Yard work in that kind of weather is hard, especially without a self-propelled lawnmower, which I don’t have. Yard work for me has always been one of those things that I have to do – I’m the man, I must care for the yard even if I don’t care for the yard, which I don’t, because the only time that mowing the yard is not a risk to your well-being around these parts is in early spring. So about every weekend I’ll go out to the shed, pull out the weed eater and the lawnmower and the blower and drag all of them back to the front yard and then run the weed eater and then the mower and then the blower and by that time I’m completely burning up and ready to lay down and die right there in the front yard. If only Hudson from Aliens had been right. 1“Yeah man, but it’s a DRY heat!

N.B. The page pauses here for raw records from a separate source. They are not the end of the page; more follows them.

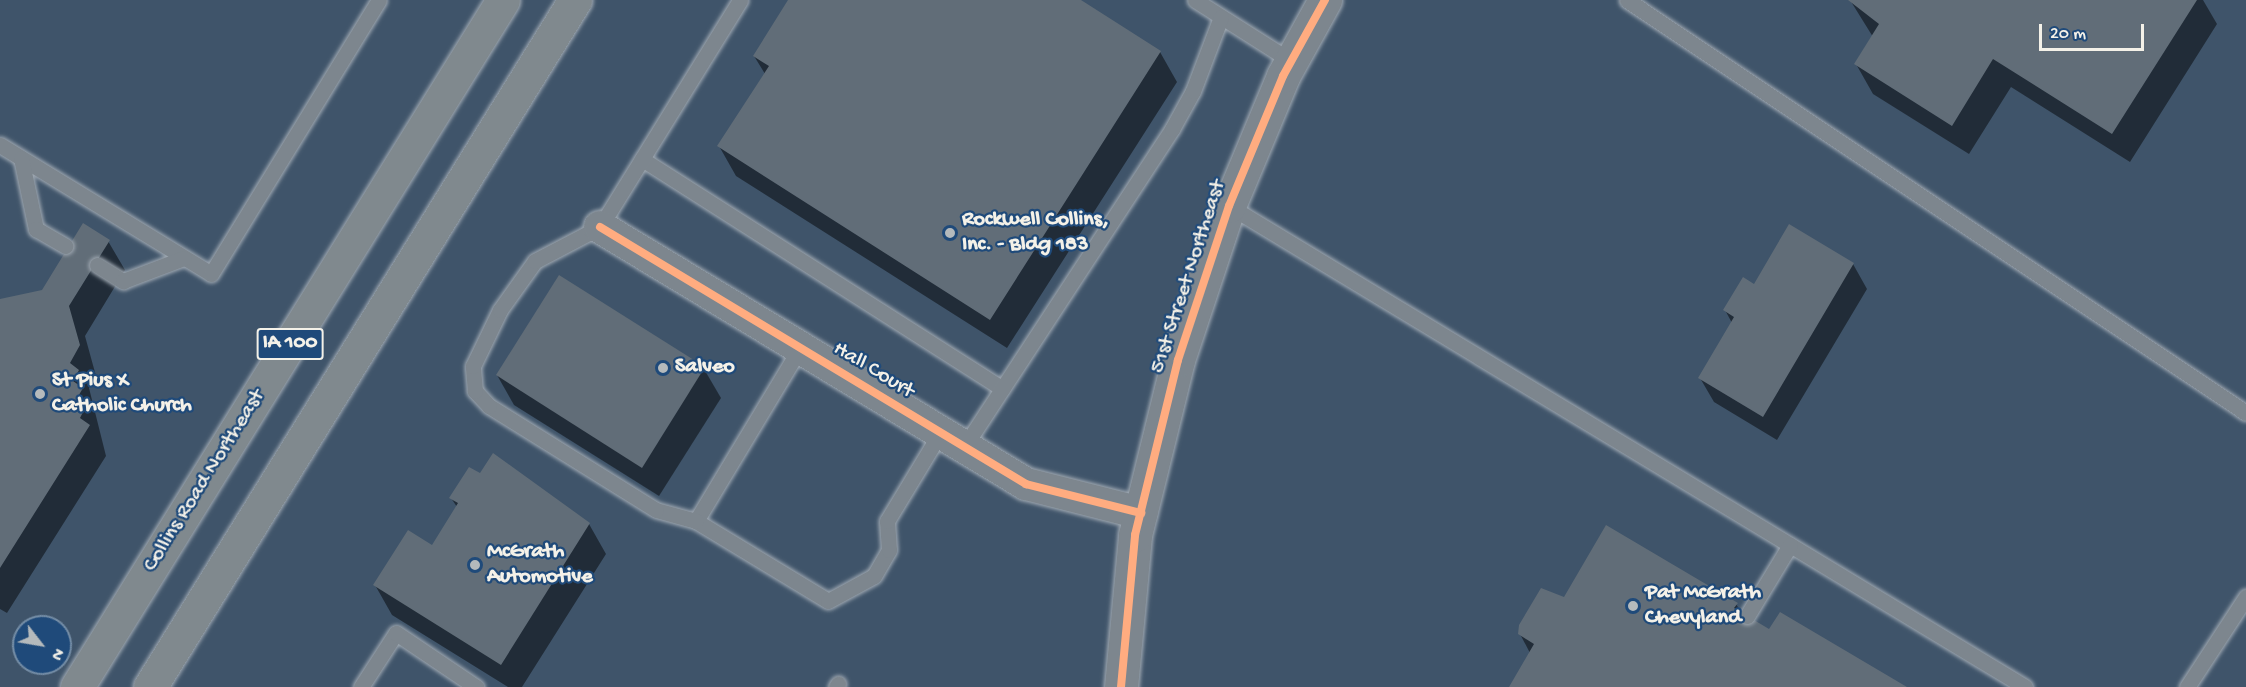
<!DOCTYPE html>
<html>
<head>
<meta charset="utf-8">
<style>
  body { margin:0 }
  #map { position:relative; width:2246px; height:687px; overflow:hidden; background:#3f546a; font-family:"Gochi Hand",sans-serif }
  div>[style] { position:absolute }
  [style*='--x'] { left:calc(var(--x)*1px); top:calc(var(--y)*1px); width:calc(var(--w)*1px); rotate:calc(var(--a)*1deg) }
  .shadow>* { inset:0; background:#0007 }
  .building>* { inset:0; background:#616d78 }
  .roads { filter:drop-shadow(0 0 2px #a0a9b2) drop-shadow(0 0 2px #a0a9b2) }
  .lane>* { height:15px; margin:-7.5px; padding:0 7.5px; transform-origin:7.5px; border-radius:7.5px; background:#7d868e }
  .street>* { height:32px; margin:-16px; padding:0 16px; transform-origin:16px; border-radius:16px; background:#7d868e }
  .secondary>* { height:33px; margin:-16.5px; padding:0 16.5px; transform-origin:16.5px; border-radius:16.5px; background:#7d868e }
  .highway>* { height:33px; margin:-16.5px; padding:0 16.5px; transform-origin:16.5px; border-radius:16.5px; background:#80898e }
  .cycleway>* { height:8px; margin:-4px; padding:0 4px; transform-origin:4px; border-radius:4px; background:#ffac80 }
  .dots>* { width:16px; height:16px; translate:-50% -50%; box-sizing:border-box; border:3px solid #1f4a7a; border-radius:50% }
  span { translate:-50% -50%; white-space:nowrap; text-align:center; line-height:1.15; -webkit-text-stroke:4.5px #1f4a7a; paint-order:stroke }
  .shield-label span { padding:2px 4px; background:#1f4a7a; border:2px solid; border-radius:4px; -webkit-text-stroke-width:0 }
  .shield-label { font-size:21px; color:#f4f1e8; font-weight:700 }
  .poi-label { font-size:22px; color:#f4f1e8; font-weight:700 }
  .left { translate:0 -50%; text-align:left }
  .street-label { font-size:22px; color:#f4f1e8 }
  .north { position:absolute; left:12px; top:615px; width:60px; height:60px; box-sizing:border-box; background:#1f4a7a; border:2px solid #748da6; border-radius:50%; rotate:121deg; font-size:16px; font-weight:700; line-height:24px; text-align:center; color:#f4f1e8 }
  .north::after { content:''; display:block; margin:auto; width:21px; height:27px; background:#b5babc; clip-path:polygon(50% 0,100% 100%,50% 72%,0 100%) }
  .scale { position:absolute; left:2039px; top:24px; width:105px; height:27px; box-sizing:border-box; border:3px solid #f4f1e8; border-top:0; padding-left:8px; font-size:18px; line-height:21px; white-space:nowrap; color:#f4f1e8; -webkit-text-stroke:4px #1f4a7a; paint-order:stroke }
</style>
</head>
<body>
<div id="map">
  <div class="shadow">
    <div style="clip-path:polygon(790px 0,1078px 0,1160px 52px,1177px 82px,1007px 348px,736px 176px,719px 146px,765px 74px,754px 56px)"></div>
    <div style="clip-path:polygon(1850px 0,2203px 0,2217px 24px,2130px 162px,2011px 87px,1969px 154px,1873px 94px,1856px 64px,1873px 37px)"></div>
    <div style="clip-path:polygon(1789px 226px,1853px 264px,1867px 289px,1777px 440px,1714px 402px,1700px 378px,1732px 323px,1725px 310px,1754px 286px)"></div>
    <div style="clip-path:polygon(108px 241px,125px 270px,85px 336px,96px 376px,89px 388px,106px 456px,7px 613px,0 609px,0 302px,43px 291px)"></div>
    <div style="clip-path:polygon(560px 277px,704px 369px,721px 398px,659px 496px,514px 405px,497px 375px)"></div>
    <div style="clip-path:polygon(451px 498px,589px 524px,606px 554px,522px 687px,508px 687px,392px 615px,375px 585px,433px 547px,457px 507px)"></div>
    <div style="clip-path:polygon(1565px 598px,1736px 604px,1743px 615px,1770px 631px,1904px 687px,1510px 687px,1530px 653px,1520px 634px)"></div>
  </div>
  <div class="building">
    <div style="clip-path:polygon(788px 0,1081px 0,1161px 51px,990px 320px,717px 146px,769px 66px,753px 56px)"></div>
    <div style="clip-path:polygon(1848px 0,2197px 0,2112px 134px,1993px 59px,1952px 126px,1854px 64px,1879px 24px)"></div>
    <div style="clip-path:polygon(83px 223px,110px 240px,69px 306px,80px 345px,70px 363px,79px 370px,73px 381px,83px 388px,76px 400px,86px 406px,80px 418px,90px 425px,0 568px,0 299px,42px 290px)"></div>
    <div style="clip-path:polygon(1789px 224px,1854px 263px,1763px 417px,1698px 378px,1734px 317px,1723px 310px,1743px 277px,1754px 284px)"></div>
    <div style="clip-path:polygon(559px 275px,705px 367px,642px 468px,496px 375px)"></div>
    <div style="clip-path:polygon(493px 453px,590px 523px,501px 665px,373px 585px,408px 530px,432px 545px,458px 503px,449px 498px,469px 467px,480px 473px)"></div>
    <div style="clip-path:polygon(1606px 525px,1738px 603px,1734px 608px,1769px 629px,1780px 612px,1907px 687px,1509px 687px,1534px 644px,1518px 634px,1519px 625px,1541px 588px,1564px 597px)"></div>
  </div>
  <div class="roads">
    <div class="lane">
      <div style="--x:1195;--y:0;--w:114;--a:32.4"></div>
      <div style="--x:1627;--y:0;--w:744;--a:33.71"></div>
      <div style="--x:0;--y:145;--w:247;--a:31.4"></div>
      <div style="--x:211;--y:274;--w:321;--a:-58.5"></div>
      <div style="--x:21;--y:158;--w:73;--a:78.1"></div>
      <div style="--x:36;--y:229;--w:34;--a:30"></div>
      <div style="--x:642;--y:159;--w:427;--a:32.5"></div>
      <div style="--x:1229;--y:206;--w:930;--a:31.14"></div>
      <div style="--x:97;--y:265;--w:31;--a:32"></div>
      <div style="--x:123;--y:281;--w:65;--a:-20.7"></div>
      <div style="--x:800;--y:348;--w:202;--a:121"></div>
      <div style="--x:696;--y:521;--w:154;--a:31.2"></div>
      <div style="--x:828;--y:601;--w:52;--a:-28.5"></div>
      <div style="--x:874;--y:576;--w:30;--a:-60"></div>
      <div style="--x:889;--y:550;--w:29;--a:-94"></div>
      <div style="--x:887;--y:521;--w:103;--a:-58.9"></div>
      <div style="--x:964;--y:447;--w:380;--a:-56.8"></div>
      <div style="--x:1172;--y:129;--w:43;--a:-61.1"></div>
      <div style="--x:1193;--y:91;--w:79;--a:-69.3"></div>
      <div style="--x:696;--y:521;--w:41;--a:-164.6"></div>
      <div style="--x:656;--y:510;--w:197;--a:-148.1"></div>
      <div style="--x:489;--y:406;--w:21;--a:-133"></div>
      <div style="--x:475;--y:391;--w:25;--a:-95"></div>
      <div style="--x:473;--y:366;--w:62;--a:-64.3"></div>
      <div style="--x:500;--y:310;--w:60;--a:-54.5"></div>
      <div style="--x:535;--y:261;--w:73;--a:-27.6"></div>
      <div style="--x:600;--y:227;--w:267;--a:-58.3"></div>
      <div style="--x:1747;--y:616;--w:83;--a:-58.8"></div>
      <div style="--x:361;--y:687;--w:64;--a:-57.1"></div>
      <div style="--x:396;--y:633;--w:97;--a:34"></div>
      <div style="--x:836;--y:687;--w:4;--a:-56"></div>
      <div style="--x:2187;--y:687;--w:108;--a:-56.8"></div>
    </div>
    <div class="street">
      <div style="--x:600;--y:227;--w:498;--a:31.1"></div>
      <div style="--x:1026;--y:484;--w:119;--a:14.2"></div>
    </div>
    <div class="secondary">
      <div style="--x:1121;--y:687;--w:153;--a:-84.7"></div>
      <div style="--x:1135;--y:535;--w:180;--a:-76.2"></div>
      <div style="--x:1178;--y:360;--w:162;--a:-71.7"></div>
      <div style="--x:1229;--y:206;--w:141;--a:-67.4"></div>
      <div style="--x:1283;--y:76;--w:87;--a:-61.1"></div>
    </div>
    <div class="highway">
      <div style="--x:77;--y:687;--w:808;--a:-58.2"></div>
      <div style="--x:150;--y:687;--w:808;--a:-58.26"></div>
    </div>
  </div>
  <div class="cycleway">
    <div style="--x:600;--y:227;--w:498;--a:31.1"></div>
    <div style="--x:1026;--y:484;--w:119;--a:14.2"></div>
    <div style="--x:1121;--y:687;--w:153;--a:-84.7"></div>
    <div style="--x:1135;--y:535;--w:180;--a:-76.2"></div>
    <div style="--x:1178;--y:360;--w:162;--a:-71.7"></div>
    <div style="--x:1229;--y:206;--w:141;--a:-67.4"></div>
    <div style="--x:1283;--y:76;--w:87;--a:-61.1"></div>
  </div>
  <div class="dots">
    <div style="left:950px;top:233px;background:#b5babc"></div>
    <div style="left:663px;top:368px;background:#b5babc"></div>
    <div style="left:40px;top:394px;background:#b5babc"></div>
    <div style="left:475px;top:565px;background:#b5babc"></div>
    <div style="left:1633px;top:606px;background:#b5babc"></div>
  </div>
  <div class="shield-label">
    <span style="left:290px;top:344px">IA 100</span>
  </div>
  <div class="poi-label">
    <span class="left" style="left:962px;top:233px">Rockwell Collins,<br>Inc. - Bldg 183</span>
    <span class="left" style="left:675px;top:368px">Salveo</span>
    <span class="left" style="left:52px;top:394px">St Pius X<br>Catholic Church</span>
    <span class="left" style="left:487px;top:565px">McGrath<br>Automotive</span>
    <span class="left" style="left:1645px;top:606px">Pat McGrath<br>Chevyland</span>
  </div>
  <div class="street-label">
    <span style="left:1189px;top:277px;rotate:-72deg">51st Street Northeast</span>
    <span style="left:873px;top:371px;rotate:31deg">Hall Court</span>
    <span style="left:205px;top:481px;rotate:-58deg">Collins Road Northeast</span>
  </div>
  <div class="north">N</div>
  <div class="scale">20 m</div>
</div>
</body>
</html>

But we’re living in the freaking 21st Century, a time of jet packs and flying cars and nanotechnology and Ubuntu and cool stuff like that. Robots these days are still pretty primitive, at least on the consumer side. We don’t have cool robots yet like R2-D2 or C-3P0 or even HAL. You’ve got that stupid Robosapien and that weird talking Fairy Dora and the even creepier looking Alive Elvis. I saw Alive Elvis at Macy’s before Christmas and he was going for $250. After Christmas? $50. Nobody wants a creepy singing/talking Elvis yet.
There are two robots that I could live with right now. The Roomba and the Robomow. Two robots that do things that no one wants to do – vacuum and mow the yard. As you can tell, I could learn to love the Roomba, but man what I wouldn’t give for a Robomow. Being able to just sit up on the porch with the kids and the wife having breakfast on a warm summer morning while that wonderful little robot mows the yard for me. Sure, he doesn’t do weed eating or blowing the excess grass away, but if I didn’t have to mow would I even care? Probably not.
So come on Skynet, materialize from the minds of 21st Century Man. Give me a Robomow and I would gladly let your Terminators rule o’er me. At least in the summer when you robots don’t care if it’s hot.